The officer is trained to believe that observing 4 or more clues is an indication that the suspect’s blood alcohol level is .10 or higher.
Walk and turn
The walk-and-turn test is conducted by having a person take nine heel-to-toe steps, along a straight line, followed by a turn on one foot and nine steps back in the same direction toward the suspect’s original starting point. The examiner looks for eight “clues” of impairment. The officer will make note of whether or not the suspect:
- Cannot keep balance while listening to instructions
- Begins before instructions are finished
- Stops while walking to regain balance
- Does not touch heel-to-toe
- Steps off the line
- Uses arms to keep balance (raised more than 6” from the sides)
- Makes an improper turn
- Takes an incorrect number of steps
The officer will score a suspect on a 0-8 scale based on the number of clues he/she observes. The officer is trained to believe that 2 or more clues suggests that the suspect’s blood alcohol is .10 or higher.
The biggest problem most suspects face, with this test, is that the test involves lengthy instructions. Even a stone sober suspect SHOULD request that the officer repeat, both, the instructions and his/her demonstration of the exam. Most suspects are too nervous to make such a request.
The One-leg stand
The one-leg stand test is conducted by having the suspect stand with one foot approximately six inches off the ground and count aloud to a specific number, or until told to stop. The examiner looks for four indicators of impairment:
- Swaying while balancing
- Using arms to balance (raised more than 6” from the sides)
- Hopping to maintain balance
- Putting the foot down.
The officer should allow the suspect to hold the foot off the ground for 30 seconds.
The officer will score a suspect on a 0-4 scale based on the number of clues he/she observes. The officer is trained to believe that 2 or more clues suggests that a suspect’s blood alcohol is .10 or higher. They are told this is true 65% of the time.

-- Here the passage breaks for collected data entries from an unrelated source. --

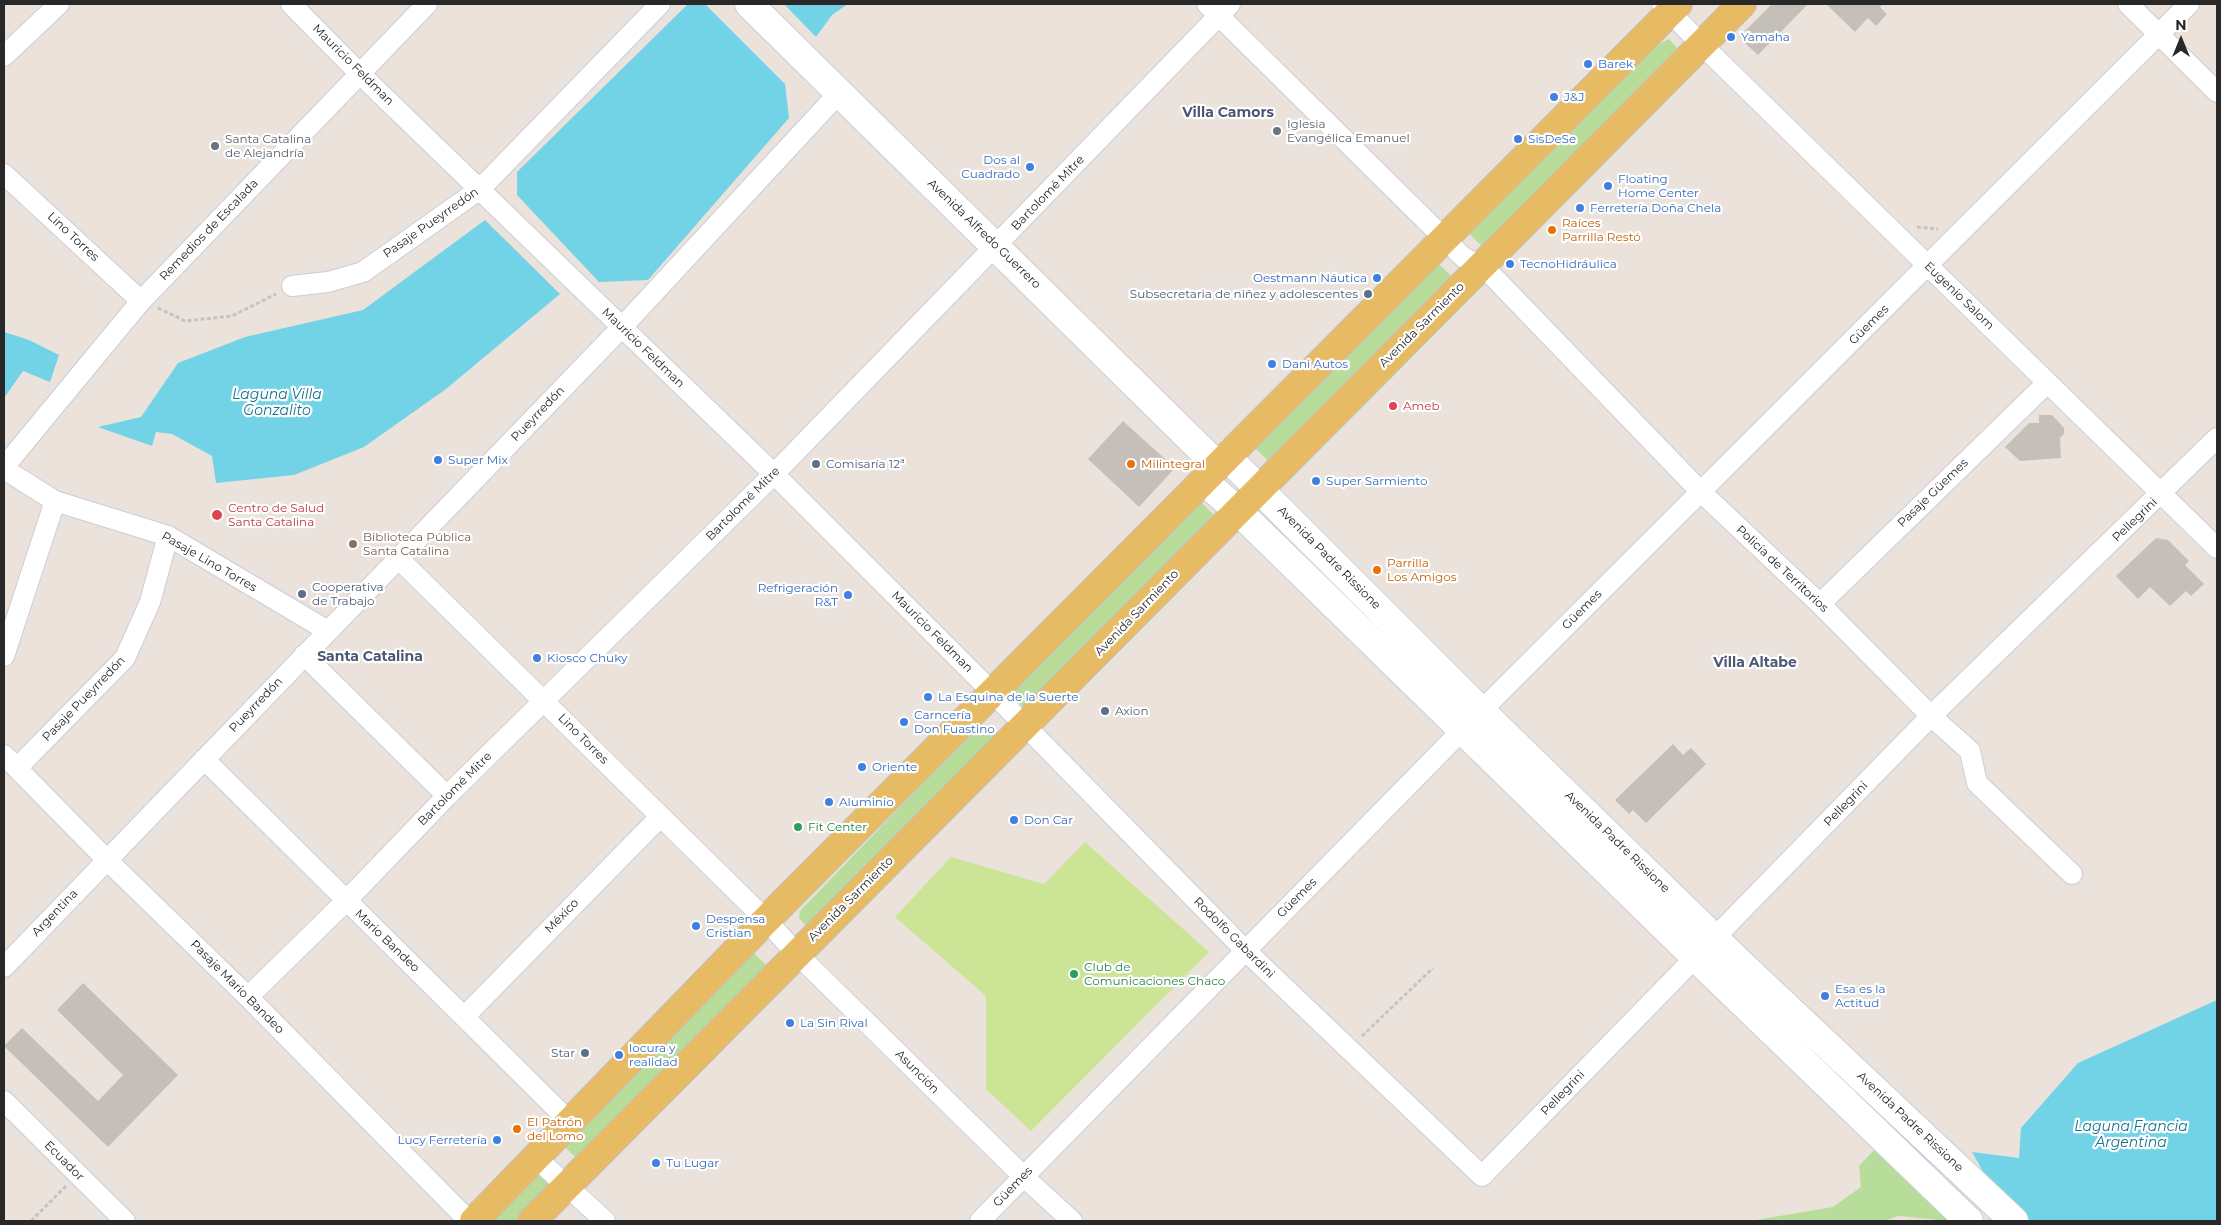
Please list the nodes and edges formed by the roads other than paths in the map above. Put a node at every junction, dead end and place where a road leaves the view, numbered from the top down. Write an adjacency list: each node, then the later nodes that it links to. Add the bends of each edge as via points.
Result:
1 (58, 4): 13 (street)
2 (291, 4): 14 (street, Mauricio Feldman)
3 (427, 4): 14 (street, Remedios de Escalada)
4 (660, 4): 18 (street, Pasaje Pueyrredón)
5 (749, 4): 16 (main road, Avenida Alfredo Guerrero)
6 (1742, 4): 12 (main road, Avenida Sarmiento)
7 (2128, 4): 11 (street)
8 (2189, 4): 11 (street, Güemes)
9 (1670, 6): 12 (street, Eugenio Salom); 19 (main road)
10 (1219, 8): 19 (street, Policía de Territorios); 20 (street, Bartolomé Mitre)
11 (2158, 34): 15 (street); 22 (street, Güemes)
12 (1701, 44): 21 (main road, Avenida Sarmiento); 22 (street, Eugenio Salom)
13 (4, 56)
14 (359, 73): 18 (street, Mauricio Feldman); 24 (street, Remedios de Escalada)
15 (2217, 92)
16 (840, 93): 20 (main road, Avenida Alfredo Guerrero); 25 (street, Pueyrredón)
17 (4, 174): 24 (street, Lino Torres)
18 (480, 189): 23 (street, Pasaje Pueyrredón, via 363,272 328,282); 25 (street, Mauricio Feldman)
19 (1444, 239): 21 (street, Policía de Territorios, via 1464,258); 29 (main road)
20 (997, 246): 29 (main road, Avenida Alfredo Guerrero); 30 (street, Bartolomé Mitre)
21 (1482, 265): 31 (main road, Avenida Sarmiento); 32 (street, Policía de Territorios)
22 (1928, 266): 26 (street, Eugenio Salom); 32 (street, Güemes)
23 (292, 286)
24 (141, 300): 28 (street, Remedios de Escalada)
25 (622, 327): 30 (street, Mauricio Feldman); 38 (street, Pueyrredón)
26 (2047, 383): 33 (street, Eugenio Salom); 39 (street, Pasaje Güemes)
27 (2217, 438): 33 (street, Pellegrini)
28 (4, 468): 34 (street, Pasaje Lino Torres)
29 (1216, 468): 31 (main road, Avenida Padre Rissione); 35 (main road); 43 (main road)
30 (774, 474): 43 (street, Mauricio Feldman); 44 (street, Bartolomé Mitre)
31 (1259, 488): 35 (main road, Avenida Sarmiento); 45 (main road, Avenida Padre Rissione)
32 (1701, 492): 39 (street, Policía de Territorios); 45 (street, Güemes)
33 (2162, 494): 37 (street, Eugenio Salom); 46 (street, Pellegrini)
34 (55, 501): 36 (street, Pasaje Lino Torres); 42 (street)
35 (1238, 511): 47 (main road, Avenida Sarmiento); 48 (main road)
36 (168, 536): 40 (street, Pasaje Lino Torres); 50 (street, Pasaje Pueyrredón, via 150,602 125,658)
37 (2217, 548)
38 (399, 559): 40 (street, Pueyrredón); 44 (street, Lino Torres)
39 (1820, 604): 46 (street, Policía de Territorios)
40 (328, 631): 41 (street, Pueyrredón)
41 (304, 655): 49 (street, Pueyrredón); 51 (street)
42 (4, 656)
43 (993, 693): 47 (street, Rodolfo Gabardini); 56 (main road)
44 (544, 700): 51 (street, Bartolomé Mitre); 52 (street, Lino Torres)
45 (1480, 711): 48 (street, Güemes); 57 (main road, Avenida Padre Rissione)
46 (1931, 716): 54 (street, Policía de Territorios, via 1970,751 1977,783); 57 (street, Pellegrini)
47 (1025, 727): 58 (street, Rodolfo Gabardini); 59 (main road, Avenida Sarmiento)
48 (1462, 731): 58 (street, Güemes); 60 (main road)
49 (204, 759): 53 (street, Pueyrredón); 55 (street, Mario Bandeo)
50 (10, 761): 53 (street, Pasaje Mario Bandeo)
51 (447, 796): 55 (street, Bartolomé Mitre)
52 (660, 817): 56 (street, Lino Torres); 63 (street, México)
53 (107, 860): 61 (street, Argentina); 62 (street, Pasaje Mario Bandeo)
54 (2072, 874)
55 (346, 901): 62 (street, Bartolomé Mitre); 63 (street, Mario Bandeo)
56 (766, 920): 59 (street, Asunción); 65 (main road)
57 (1716, 938): 60 (street, Pellegrini); 70 (main road, Avenida Padre Rissione)
58 (1245, 950): 67 (street, Güemes); 68 (street, Rodolfo Gabardini)
59 (796, 953): 67 (street, Asunción); 69 (main road, Avenida Sarmiento)
60 (1696, 958): 68 (street, Pellegrini); 78 (main road)
61 (6, 959)
62 (248, 996): 72 (street, Pasaje Mario Bandeo)
63 (465, 1016): 65 (street, Mario Bandeo)
64 (4, 1100): 71 (street, Ecuador)
65 (570, 1122): 66 (main road)
66 (536, 1157): 69 (street); 73 (main road)
67 (1023, 1176): 76 (street, Güemes); 77 (street, Asunción)
68 (1482, 1176)
69 (567, 1185): 74 (main road, Avenida Sarmiento); 75 (street)
70 (2007, 1214)
71 (125, 1221)
72 (469, 1221)
73 (474, 1221)
74 (532, 1221)
75 (605, 1221)
76 (980, 1221)
77 (1072, 1221)
78 (1969, 1221)

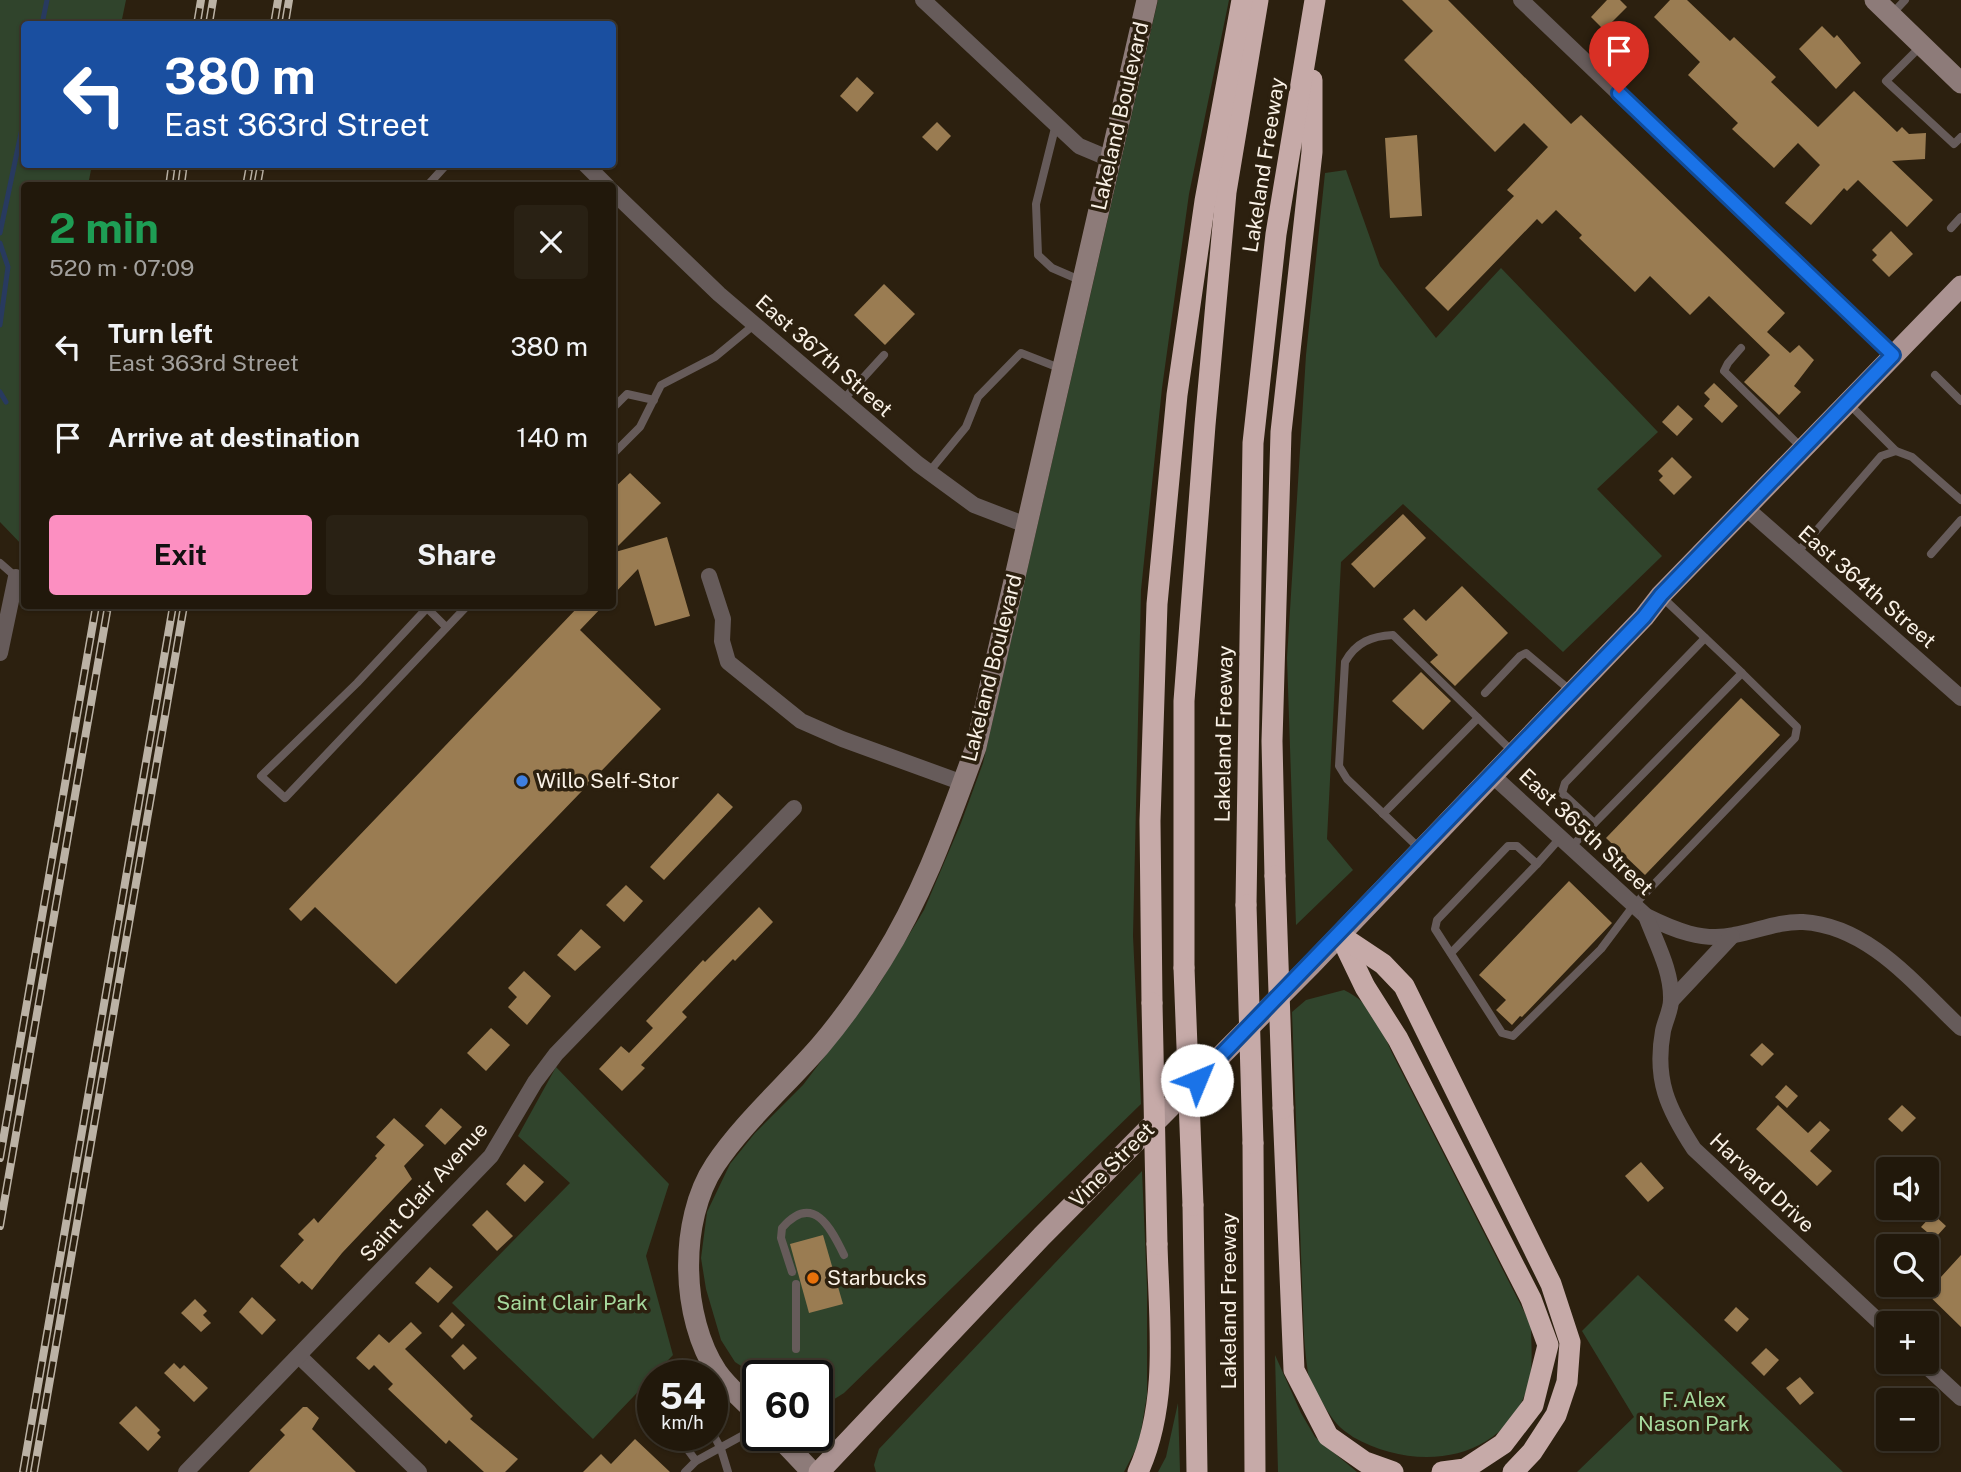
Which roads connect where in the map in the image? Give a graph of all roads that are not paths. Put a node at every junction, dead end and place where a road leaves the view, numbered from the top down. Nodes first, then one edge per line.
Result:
1 (923, 0) edge
2 (1147, 0) edge
3 (1242, 0) edge
4 (1258, 0) edge
5 (1521, 0) edge
6 (1875, 0) edge
7 (1314, 7) edge
8 (1898, 8) edge
9 (1922, 45) junction
10 (1961, 83) edge
11 (1056, 124) junction
12 (1961, 137) edge
13 (1954, 144) junction
14 (1961, 151) edge
15 (1110, 159) junction
16 (443, 168) edge
17 (589, 168) edge
18 (431, 182) edge
19 (603, 182) edge
20 (616, 195) edge
21 (1961, 217) edge
22 (1951, 228) dead end
23 (1082, 281) junction
24 (1961, 286) edge
25 (755, 324) junction
26 (1741, 348) dead end
27 (884, 355) dead end
28 (1893, 355) junction
29 (1062, 369) junction
30 (1935, 375) dead end
31 (654, 400) junction
32 (843, 400) junction
33 (1961, 401) edge
34 (1847, 402) junction
35 (616, 405) edge
36 (1803, 449) junction
37 (616, 451) edge
38 (1896, 451) junction
39 (929, 472) junction
40 (1961, 500) edge
41 (1746, 508) junction
42 (1961, 520) edge
43 (1026, 526) junction
44 (1797, 553) junction
45 (1931, 554) dead end
46 (0, 563) edge
47 (709, 576) dead end
48 (16, 577) joint
49 (1661, 595) junction
50 (426, 609) edge
51 (428, 609) edge
52 (464, 609) edge
53 (446, 627) junction
54 (1705, 638) junction
55 (0, 653) edge
56 (1742, 673) junction
57 (1571, 691) junction
58 (1485, 693) dead end
59 (1961, 698) edge
60 (1478, 718) junction
61 (1513, 753) junction
62 (1492, 775) junction
63 (963, 783) junction
64 (794, 808) dead end
65 (1383, 814) junction
66 (1594, 823) junction
67 (1566, 842) junction
68 (1421, 850) junction
69 (1537, 864) junction
70 (1634, 905) junction
71 (1646, 916) junction
72 (1340, 935) junction
73 (1732, 936) junction
74 (1451, 953) junction
75 (1671, 1001) junction
76 (1961, 1028) edge
77 (844, 1255) dead end
78 (792, 1272) dead end
79 (796, 1284) dead end
80 (1876, 1319) edge
81 (796, 1349) dead end
82 (299, 1356) junction
83 (710, 1360) edge
84 (1935, 1374) edge
85 (728, 1384) edge
86 (1961, 1398) edge
87 (742, 1399) edge
88 (689, 1451) edge
89 (717, 1451) edge
90 (722, 1451) edge
91 (792, 1451) edge
92 (696, 1461) junction
93 (727, 1468) edge
94 (186, 1472) edge
95 (419, 1472) edge
96 (685, 1472) edge
97 (719, 1472) edge
98 (812, 1472) edge
99 (820, 1472) edge
100 (1138, 1472) edge
101 (1197, 1472) edge
102 (1255, 1472) edge
103 (1393, 1472) edge
104 (1442, 1472) edge
105 (1513, 1472) edge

Non-standardized field tests
NSFSTs are classified as any other mental or coordination test an officer may give to a subject in an effort to determine impairment. These commonly include:
- Rhomberg Balance Test: this requires the driver to stand, feet together, and lean the head back to look up at the sky while holding their arms out to the side. The officer is simply looking for a loss of balance. This test is not taught in Georgia as part of Standardized Field Sobriety Training.
- Finger-To-Nose Test: this requires the driver might to close his or her eyes and bring the finger around to touch the nose. This test is not taught in Georgia as part of Standardized Field Sobriety Training.
- Finger Count Test: requires driver to touch the tip of the thumb in turn to the tip of each finger on the same hand while simultaneously counting up (1, 2, 3, 4) and then to go backwards counting in reverse order (4, 3, 2, 1).
- Hand Pat Test: the driver is asked to extend a hand in front, palm upwards. The other hand is then placed on top of the first hand, palm downwards. The driver then ‘pats’ the lower hand with the upper hand by rotating it, so that first the lower hand is patted with the palm of the upper hand and then with the back of the upper hand. This test is not taught in Georgia as part of Standardized Field Sobriety Training.
- ABCs: the driver is asked to recite part of the alphabet. The officer instructs them to begin at a certain letter (other than “A”) and to stop at some letter (other than “Z”) and to avoid singing.
- Numbers Backward Test: the driver must count backwards. Self-explanatory. This test is not taught in Georgia as part of Standardized Field Sobriety Training.